The PCC II is a series of upgraded PCC streetcars used by the Southeastern Pennsylvania Transportation Authority, in Philadelphia, Pennsylvania, for its Route 15-Girard Avenue.

Background

In the 1980s, SEPTA was in the process of upgrading its Subway–Surface Trolley Lines, replacing its fleet of PCCs with new light rail cars.  Some lines, such as Routes 60, 50, 53, and 6 were converted to buses, while Routes 23, 56, and 15 continued to use PCCs into the 1990s.  In 1992, SEPTA ended streetcar service on these three lines as well.  In response to public outcry over the conversion, SEPTA stated that the suspension of these lines' streetcar service was temporary, and that they would be restored in 1997.  However, during this time little was done to restore the lines, and as 1997 approached, it became clear that SEPTA had no immediate plans to restore streetcar service to these lines.

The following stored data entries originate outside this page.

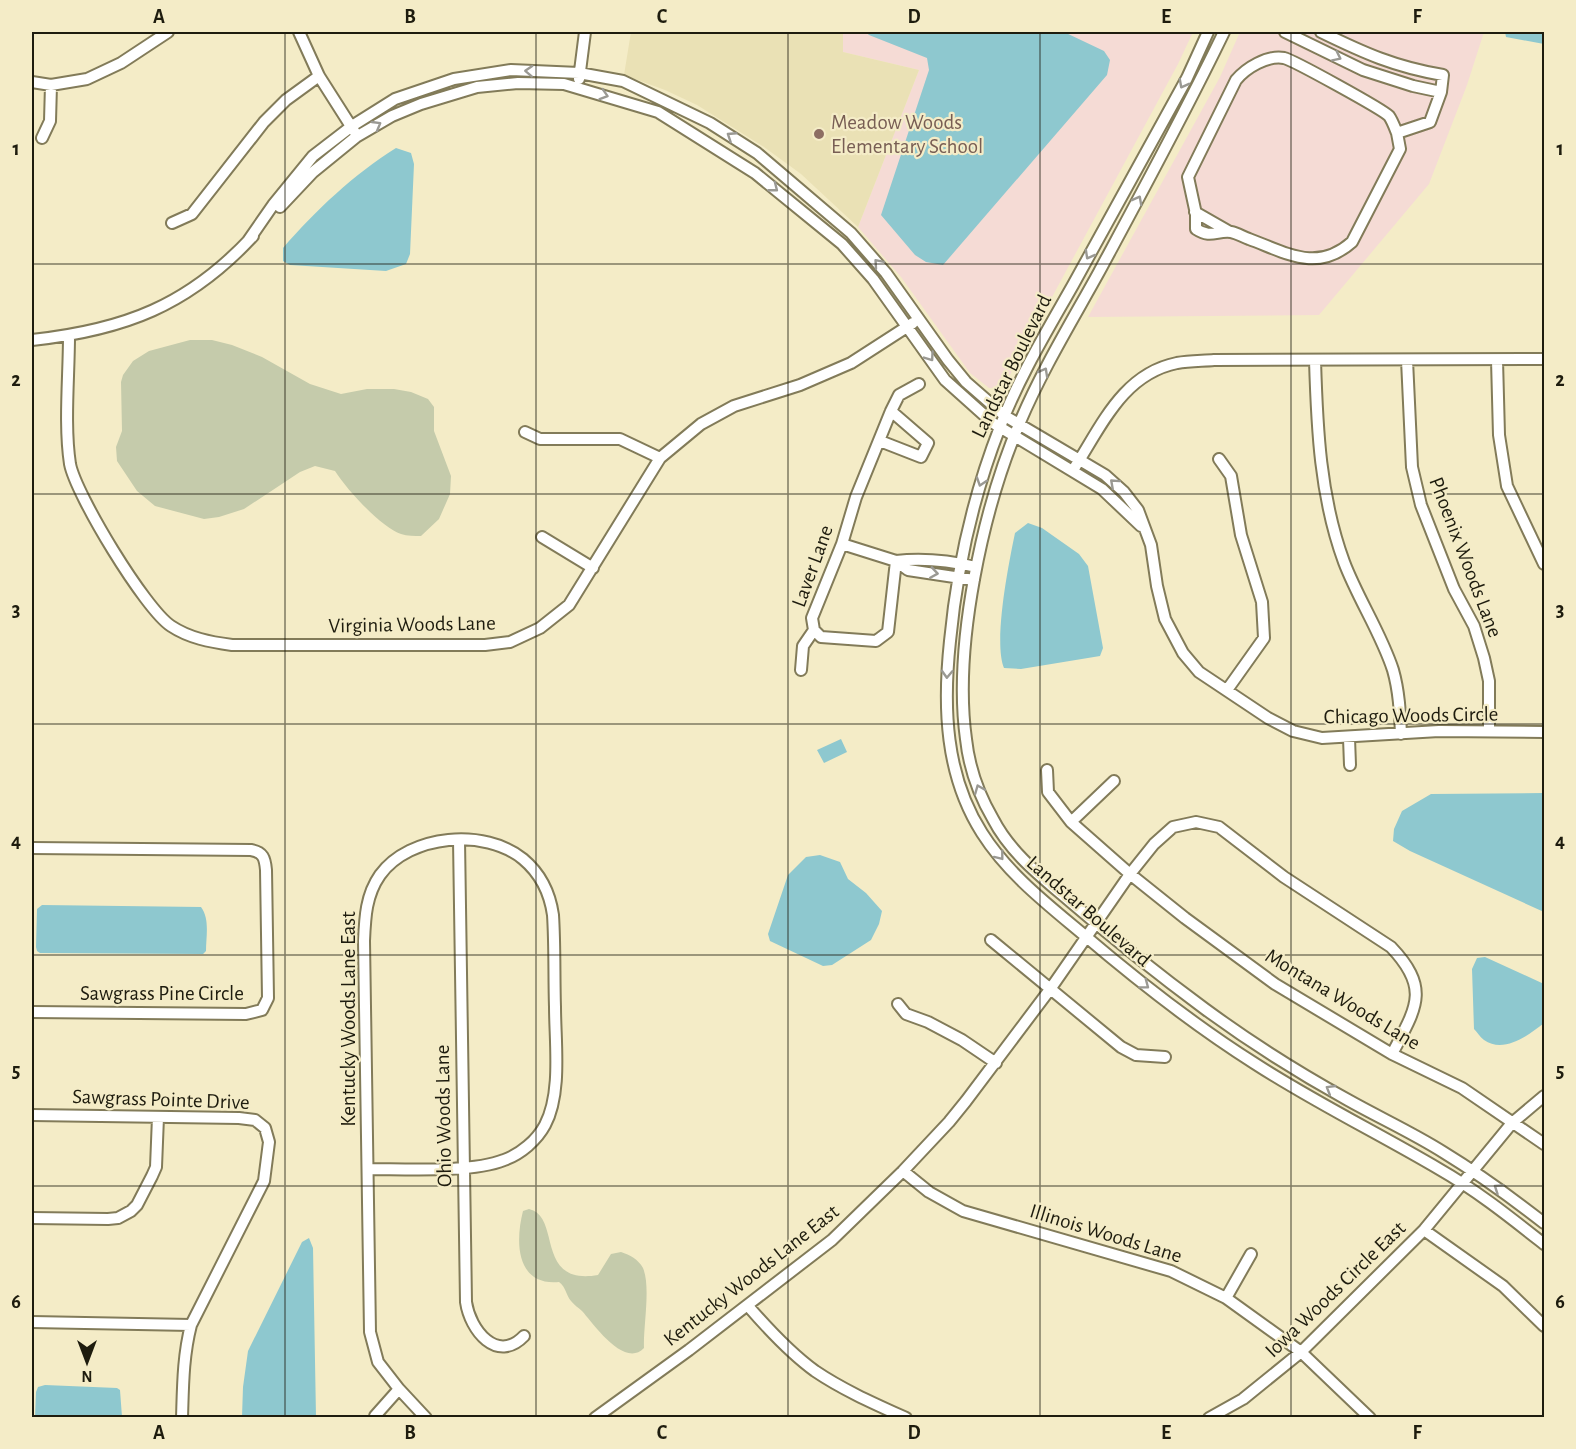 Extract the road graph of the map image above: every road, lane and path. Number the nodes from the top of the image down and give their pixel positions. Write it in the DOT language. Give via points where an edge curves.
graph roads {
  1 [pos="168,32"];
  2 [pos="299,32"];
  3 [pos="585,32"];
  4 [pos="1208,32"];
  5 [pos="1224,32"];
  6 [pos="1285,32"];
  7 [pos="1321,32"];
  8 [pos="1301,35"];
  9 [pos="1368,55"];
  10 [pos="1363,70"];
  11 [pos="579,73"];
  12 [pos="319,76"];
  13 [pos="32,81"];
  14 [pos="564,84"];
  15 [pos="51,85"];
  16 [pos="579,87"];
  17 [pos="1441,92"];
  18 [pos="352,126"];
  19 [pos="1397,132"];
  20 [pos="356,137"];
  21 [pos="42,138"];
  22 [pos="172,223"];
  23 [pos="248,241"];
  24 [pos="920,319"];
  25 [pos="908,326"];
  26 [pos="69,336"];
  27 [pos="32,340"];
  28 [pos="1545,359"];
  29 [pos="1315,360"];
  30 [pos="1407,360"];
  31 [pos="1497,360"];
  32 [pos="919,384"];
  33 [pos="891,411"];
  34 [pos="1005,416"];
  35 [pos="1019,424"];
  36 [pos="1000,427"];
  37 [pos="525,432"];
  38 [pos="1014,436"];
  39 [pos="880,441"];
  40 [pos="660,458"];
  41 [pos="1219,459"];
  42 [pos="1076,466"];
  43 [pos="542,537"];
  44 [pos="842,544"];
  45 [pos="896,561"];
  46 [pos="960,563"];
  47 [pos="1545,564"];
  48 [pos="976,567"];
  49 [pos="593,568"];
  50 [pos="958,577"];
  51 [pos="974,580"];
  52 [pos="814,630"];
  53 [pos="801,670"];
  54 [pos="1227,690"];
  55 [pos="1489,731"];
  56 [pos="1545,732"];
  57 [pos="1401,734"];
  58 [pos="1349,738"];
  59 [pos="1350,765"];
  60 [pos="1047,771"];
  61 [pos="1114,781"];
  62 [pos="1071,822"];
  63 [pos="459,840"];
  64 [pos="32,848"];
  65 [pos="1130,874"];
  66 [pos="1095,923"];
  67 [pos="1085,936"];
  68 [pos="991,940"];
  69 [pos="1051,988"];
  70 [pos="898,1004"];
  71 [pos="32,1012"];
  72 [pos="1392,1054"];
  73 [pos="1165,1057"];
  74 [pos="996,1063"];
  75 [pos="1545,1096"];
  76 [pos="32,1114"];
  77 [pos="158,1116"];
  78 [pos="1512,1123"];
  79 [pos="1545,1144"];
  80 [pos="464,1167"];
  81 [pos="368,1169"];
  82 [pos="1473,1171"];
  83 [pos="903,1172"];
  84 [pos="1462,1184"];
  85 [pos="32,1218"];
  86 [pos="1545,1223"];
  87 [pos="1424,1230"];
  88 [pos="1545,1244"];
  89 [pos="1251,1254"];
  90 [pos="1226,1298"];
  91 [pos="748,1306"];
  92 [pos="32,1322"];
  93 [pos="191,1325"];
  94 [pos="1545,1326"];
  95 [pos="524,1336"];
  96 [pos="1301,1352"];
  97 [pos="399,1389"];
  98 [pos="375,1416"];
  99 [pos="596,1417"];
  100 [pos="182,1418"];
  101 [pos="426,1418"];
  102 [pos="906,1418"];
  103 [pos="1209,1418"];
  104 [pos="1370,1418"];
  1 -- 15 [label="street" via="121,63 87,79"];
  2 -- 12 [label="street"];
  3 -- 11 [label="street"];
  4 -- 34 [label="street, Landstar Boulevard, one-way"];
  35 -- 5 [label="street, Landstar Boulevard, one-way"];
  6 -- 8 [label="street"];
  7 -- 9 [label="street"];
  8 -- 10 [label="street, one-way"];
  9 -- 10 [label="street"];
  9 -- 17 [label="street" via="1443,75"];
  10 -- 17 [label="street"];
  11 -- 14 [label="street"];
  11 -- 16 [label="street"];
  11 -- 18 [label="street, Chicago Woods Circle, one-way" via="511,70 454,79 396,99"];
  24 -- 11 [label="street, Chicago Woods Circle, one-way" via="851,233 758,153 710,123 623,81"];
  12 -- 18 [label="street"];
  12 -- 22 [label="street" via="264,122 192,214"];
  13 -- 15 [label="street"];
  14 -- 16 [label="street, Chicago Woods Circle"];
  20 -- 14 [label="street, Chicago Woods Circle, one-way" via="392,116 477,87"];
  15 -- 21 [label="street" via="50,121"];
  16 -- 25 [label="street, Chicago Woods Circle, one-way" via="658,112 754,173 842,244"];
  17 -- 19 [label="street" via="1430,122"];
  18 -- 20 [label="street"];
  18 -- 23 [label="street, Chicago Woods Circle" via="314,156"];
  19 -- 19 [label="street" via="1400,149 1352,242 1341,253 1326,259 1302,258 1230,232 1205,234 1196,229 1188,177 1244,70 1284,58 1389,116"];
  20 -- 23 [label="street, Chicago Woods Circle" via="313,172"];
  23 -- 26 [label="street" via="210,276 164,306 96,331"];
  24 -- 25 [label="street, Virginia Woods Lane"];
  24 -- 34 [label="street, Chicago Woods Circle" via="966,382"];
  25 -- 36 [label="street, Chicago Woods Circle, one-way" via="945,380"];
  25 -- 40 [label="street, Virginia Woods Lane" via="851,363 735,406 701,424"];
  26 -- 27 [label="street"];
  26 -- 49 [label="street, Virginia Woods Lane" via="68,446 78,489 142,596 171,626 206,642 510,642 540,628 569,605"];
  28 -- 31 [label="street"];
  29 -- 30 [label="street"];
  29 -- 42 [label="street" via="1176,363 1141,377 1109,410"];
  29 -- 57 [label="street" via="1317,427 1330,515 1344,562 1393,670"];
  30 -- 31 [label="street"];
  30 -- 55 [label="street, Phoenix Woods Lane" via="1414,476 1421,506 1454,589 1474,626 1484,658 1489,681"];
  31 -- 47 [label="street" via="1499,435 1507,486"];
  32 -- 33 [label="street, Laver Lane" via="899,395"];
  33 -- 39 [label="street, Laver Lane"];
  33 -- 39 [label="street" via="928,443 921,457"];
  34 -- 35 [label="street, Chicago Woods Circle"];
  34 -- 36 [label="street, Landstar Boulevard"];
  35 -- 38 [label="street, Landstar Boulevard"];
  35 -- 42 [label="street, Chicago Woods Circle"];
  36 -- 38 [label="street, Chicago Woods Circle"];
  36 -- 46 [label="street, Landstar Boulevard, one-way" via="978,491"];
  37 -- 40 [label="street" via="540,439 620,439"];
  38 -- 42 [label="street, Chicago Woods Circle"];
  38 -- 48 [label="street, Landstar Boulevard" via="993,497"];
  39 -- 44 [label="street, Laver Lane" via="856,497"];
  40 -- 49 [label="street, Virginia Woods Lane"];
  41 -- 54 [label="street" via="1231,476 1242,535 1262,602 1264,638"];
  42 -- 54 [label="street, Chicago Woods Circle" via="1105,475 1138,510 1151,545 1165,619 1183,653 1199,672"];
  43 -- 49 [label="street"];
  44 -- 45 [label="street"];
  44 -- 52 [label="street, Laver Lane" via="812,618"];
  45 -- 46 [label="street"];
  45 -- 50 [label="street, one-way" via="908,570"];
  45 -- 52 [label="street, Laver Lane" via="888,632 876,640 821,637"];
  46 -- 48 [label="street"];
  46 -- 50 [label="street, Landstar Boulevard"];
  48 -- 51 [label="street, Landstar Boulevard"];
  50 -- 51 [label="street"];
  50 -- 67 [label="street, Landstar Boulevard, one-way" via="946,704 948,739 960,789 982,832 1010,868"];
  66 -- 51 [label="street, Landstar Boulevard, one-way" via="1023,861 994,822 976,784 966,741 963,703"];
  52 -- 53 [label="street" via="803,646"];
  54 -- 58 [label="street, Chicago Woods Circle" via="1293,731 1322,738"];
  55 -- 56 [label="street, Chicago Woods Circle"];
  55 -- 57 [label="street, Chicago Woods Circle"];
  57 -- 58 [label="street, Chicago Woods Circle"];
  58 -- 59 [label="street"];
  60 -- 62 [label="street, Montana Woods Lane" via="1048,792"];
  61 -- 62 [label="street"];
  62 -- 65 [label="street, Montana Woods Lane"];
  63 -- 80 [label="street, Ohio Woods Lane"];
  63 -- 80 [label="street, Kentucky Woods Lane East" via="496,845 523,859 550,897 554,926 555,1092 546,1124 530,1143 506,1160"];
  63 -- 81 [label="street, Kentucky Woods Lane East" via="423,845 393,861 380,875 368,900 364,941"];
  64 -- 71 [label="street, Sawgrass Pine Circle" via="260,853 266,870 268,999 262,1010 246,1014"];
  65 -- 66 [label="street, Kentucky Woods Lane East"];
  65 -- 72 [label="street, Montana Woods Lane" via="1275,984"];
  65 -- 72 [label="street, Kentucky Woods Lane East" via="1173,827 1196,822 1219,827 1284,877 1391,947 1405,961 1414,977 1416,1003"];
  66 -- 67 [label="street, Kentucky Woods Lane East"];
  82 -- 66 [label="street, Landstar Boulevard, one-way" via="1266,1051"];
  67 -- 69 [label="street, Kentucky Woods Lane East"];
  67 -- 84 [label="street, Landstar Boulevard, one-way" via="1152,991 1253,1063"];
  68 -- 69 [label="street"];
  69 -- 73 [label="street" via="1121,1047 1136,1055"];
  69 -- 74 [label="street, Kentucky Woods Lane East"];
  70 -- 74 [label="street" via="906,1014 962,1040"];
  72 -- 78 [label="street, Montana Woods Lane" via="1462,1088"];
  74 -- 83 [label="street, Kentucky Woods Lane East"];
  75 -- 78 [label="street, Iowa Woods Circle East"];
  76 -- 77 [label="street, Sawgrass Pointe Drive"];
  77 -- 85 [label="street" via="156,1167 130,1211 108,1219"];
  77 -- 93 [label="street, Sawgrass Pointe Drive" via="255,1120 265,1128 269,1142 264,1181"];
  78 -- 79 [label="street, Montana Woods Lane"];
  78 -- 82 [label="street, Iowa Woods Circle East"];
  80 -- 81 [label="street, Kentucky Woods Lane East"];
  80 -- 95 [label="street, Ohio Woods Lane" via="467,1313 476,1330 492,1343 508,1347"];
  81 -- 97 [label="street, Kentucky Woods Lane East" via="370,1332 378,1362"];
  82 -- 84 [label="street, Iowa Woods Circle East"];
  86 -- 82 [label="street, Landstar Boulevard, one-way"];
  83 -- 90 [label="street, Illinois Woods Lane" via="963,1211 1172,1271"];
  83 -- 91 [label="street, Kentucky Woods Lane East" via="832,1240"];
  84 -- 87 [label="street, Iowa Woods Circle East"];
  84 -- 88 [label="street, Landstar Boulevard"];
  87 -- 94 [label="street" via="1503,1286"];
  87 -- 96 [label="street, Iowa Woods Circle East"];
  89 -- 90 [label="street"];
  90 -- 96 [label="street, Illinois Woods Lane"];
  91 -- 99 [label="street, Kentucky Woods Lane East"];
  91 -- 102 [label="street" via="770,1332 814,1370 853,1394"];
  92 -- 93 [label="street"];
  93 -- 100 [label="street, Sawgrass Pointe Drive" via="185,1347"];
  96 -- 103 [label="street, Iowa Woods Circle East" via="1243,1399"];
  96 -- 104 [label="street, Illinois Woods Lane"];
  97 -- 98 [label="street"];
  97 -- 101 [label="street, Kentucky Woods Lane East"];
} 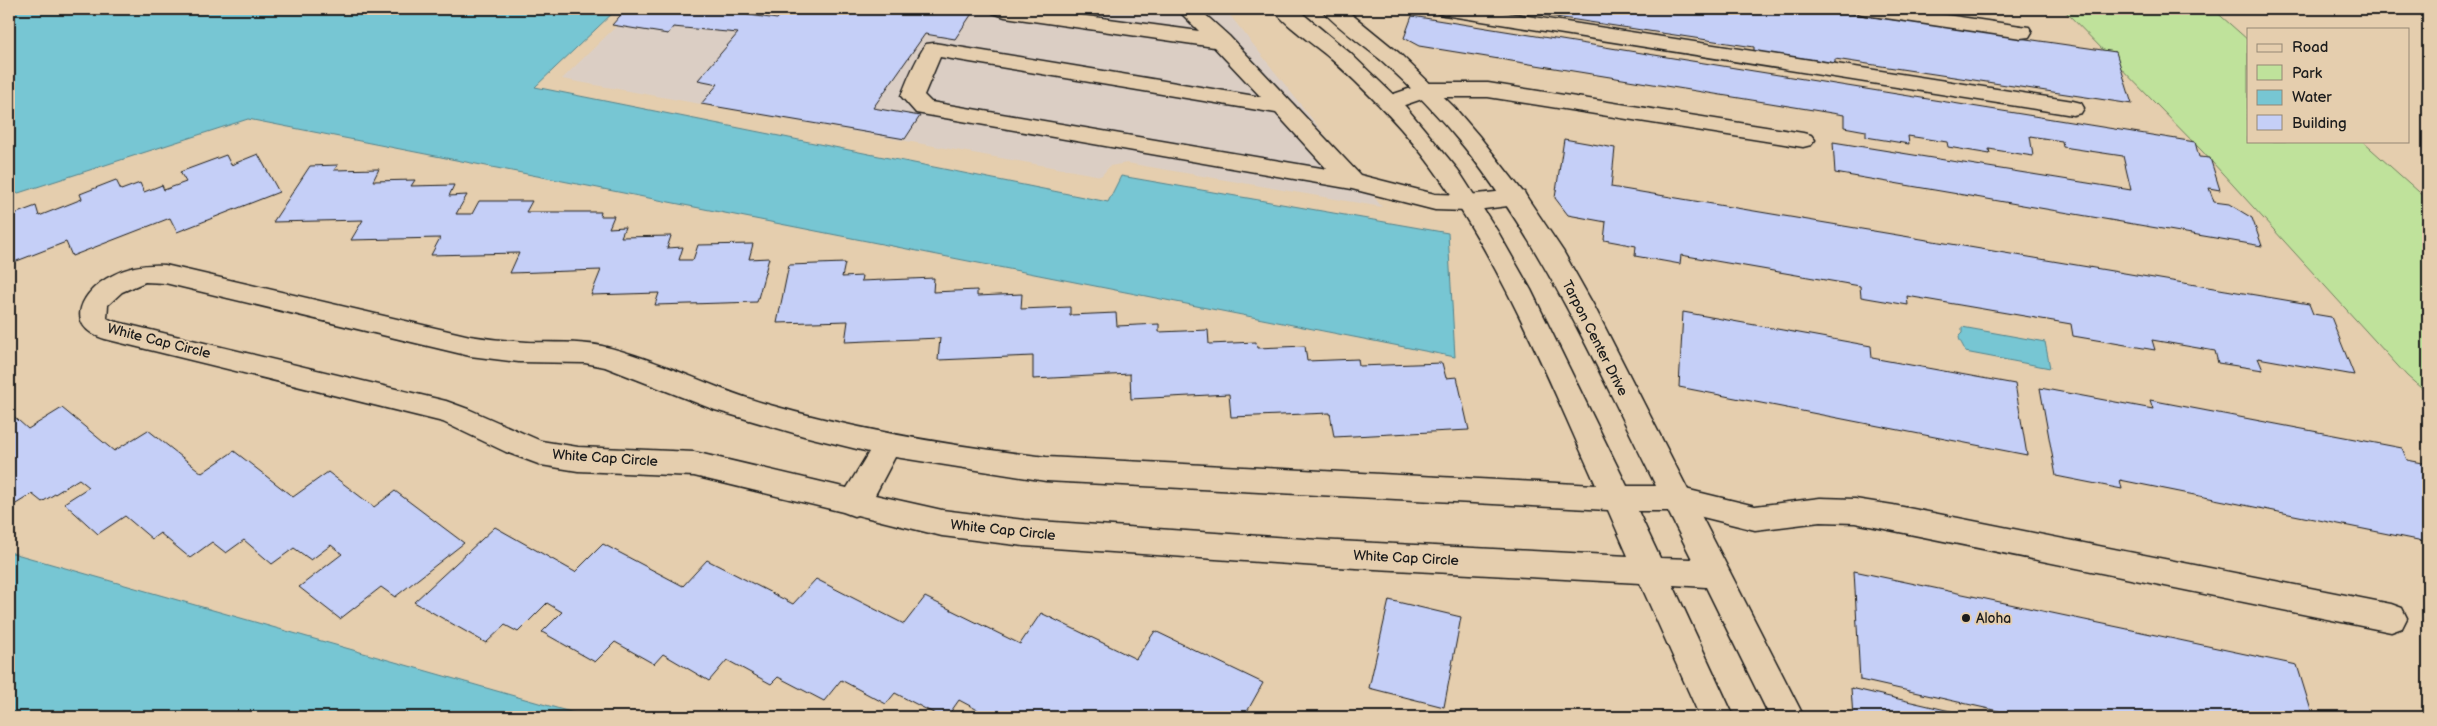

In September 1997, at a City Council hearing, Jack Leary, SEPTA's general manager at the time, announced plans to restore streetcar service to only one of the three lines, Route 15. The initial proposal was to purchase twelve low-floor articulated light rail cars, to make some existing railcars available for the line. However, this was found to be prohibitively costly, and the decision was made instead to rehabilitate older cars for the service.  To this end, SEPTA sent eighteen of its retired PCC cars to the Brookville Equipment Company to be rebuilt, with another six to be used for parts.

The first of the rebuilt cars debuted on September 9, 2003, and Route 15 was planned to open little under a year later.  However, the line remained closed for another year due to disputes with local residents on 59th Street over parking on the street. During this time, the cars remained stored in the Callowhill depot, although they were occasionally used for special charters on the Subway–Surface routes. The cars entered full service on September 4, 2005.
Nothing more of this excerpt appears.